Who was Jesus teaching when he gave the sermon on the mount? This is an important question for the church. Is our Sunday morning gathering the same kind of crowd Jesus attracted on that day? Here is what I learned as I looked at the Scriptures about his audience.
Here is who was in the crowd and followed Jesus to the mountainside based on Matthew chapter 5.
- Large crowds from Galilee, the Decapolis, Jerusalem, Judea and the region across the Jordan followed him.
- Chapter 4 describes these people as: ill from various diseases, suffering from severe pain, the demon-possessed, those having seizures, and the paralyzed.
- His disciples were there and sat with him.
Luke chapter 6 is more specific about the kinds of people who heard this teaching.
- His 12 disciples.
- A crowd of his disciples.
- People from all over Judea, Jerusalem and from the coast of Tyre and Sidon.
- This crowd of people had come to hear his teaching and be healed of their diseases.
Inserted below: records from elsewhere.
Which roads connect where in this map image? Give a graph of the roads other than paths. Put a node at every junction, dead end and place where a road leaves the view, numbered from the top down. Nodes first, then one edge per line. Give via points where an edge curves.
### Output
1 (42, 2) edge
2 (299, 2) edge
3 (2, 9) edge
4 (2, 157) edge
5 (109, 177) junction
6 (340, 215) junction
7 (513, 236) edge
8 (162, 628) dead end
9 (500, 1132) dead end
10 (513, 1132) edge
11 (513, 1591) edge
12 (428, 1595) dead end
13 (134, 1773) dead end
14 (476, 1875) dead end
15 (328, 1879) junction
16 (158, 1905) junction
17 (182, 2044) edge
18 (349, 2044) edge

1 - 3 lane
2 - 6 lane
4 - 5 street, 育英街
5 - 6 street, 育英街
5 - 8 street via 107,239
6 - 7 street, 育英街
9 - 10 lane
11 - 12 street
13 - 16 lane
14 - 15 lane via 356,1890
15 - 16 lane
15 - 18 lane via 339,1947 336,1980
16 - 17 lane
- Some were troubled by evil spirits.
What can be learned from this crowd that Jesus is teaching? First, there are deeply committed followers of Jesus in the crowd. He comes down off the mountain after inviting the twelve disciples to join him for his mission. Second, there is a larger crowd of his disciples on the mountain that day. They are already commited to Jesus. The last group in the crowd appear to be the harassed and helpless. They are interested in the teachings of Jesus but also healing from life’s current physical and spiritual pain.
Does your church have all aspects of this crowd present in your Sunday morning gatherings? Why or why not?
The future church, that is on mission to reach people out of the culture, will always have harassed and helpless people suffering with life’s physical and spiritual wounds in their crowd gatherings. Contrary to this, churches that only have committed followers of Christ in their crowd gatherings are missing the mission of Jesus.
There is one big implication in this for us as church leaders. Be aware of the dangerous demands of the deeply committed followers of Christ. They will demand ‘deeper’ teaching, longer singing worship sets and more personal bang for their tithing buck in their crowd gatherings. Their voice will push you as a church leader to meet their needs ‘first’ at the expense of those who are extra-grace-required in the crowd. You must guard the mission of Jesus from these voices and influences.
What is at stake are those attracted to Jesus who are harassed and helpless. They need hope for a new way forward in life. They need to be ‘touched’ by Jesus and healed. Post-modern Americans, who are skeptical of church and religion, need to experience God. They don’t always need rational arguments to be convinced of truth. Longer singing of choruses about ‘the blood of a lamb’ do not heal the harassed. We must move them to truth through metaphor, through the arts, through music, through video, through lighting and through stories. It is all a part of God’s work but these are the tools he is using in the American cultural landscape to ‘touch’ and heal the hurting.
Jesus gathered his deeply committed followers of Christ and included them in his mission, in his teaching, and the process of healing those who were farthest from him. As church leaders we must continually cast the vision of being a church on mission to the least-of-these in our communities and city.
What does the crowd look like in your church or ministry right now? What voices are you listening to that guide your decision making about your crowd gatherings?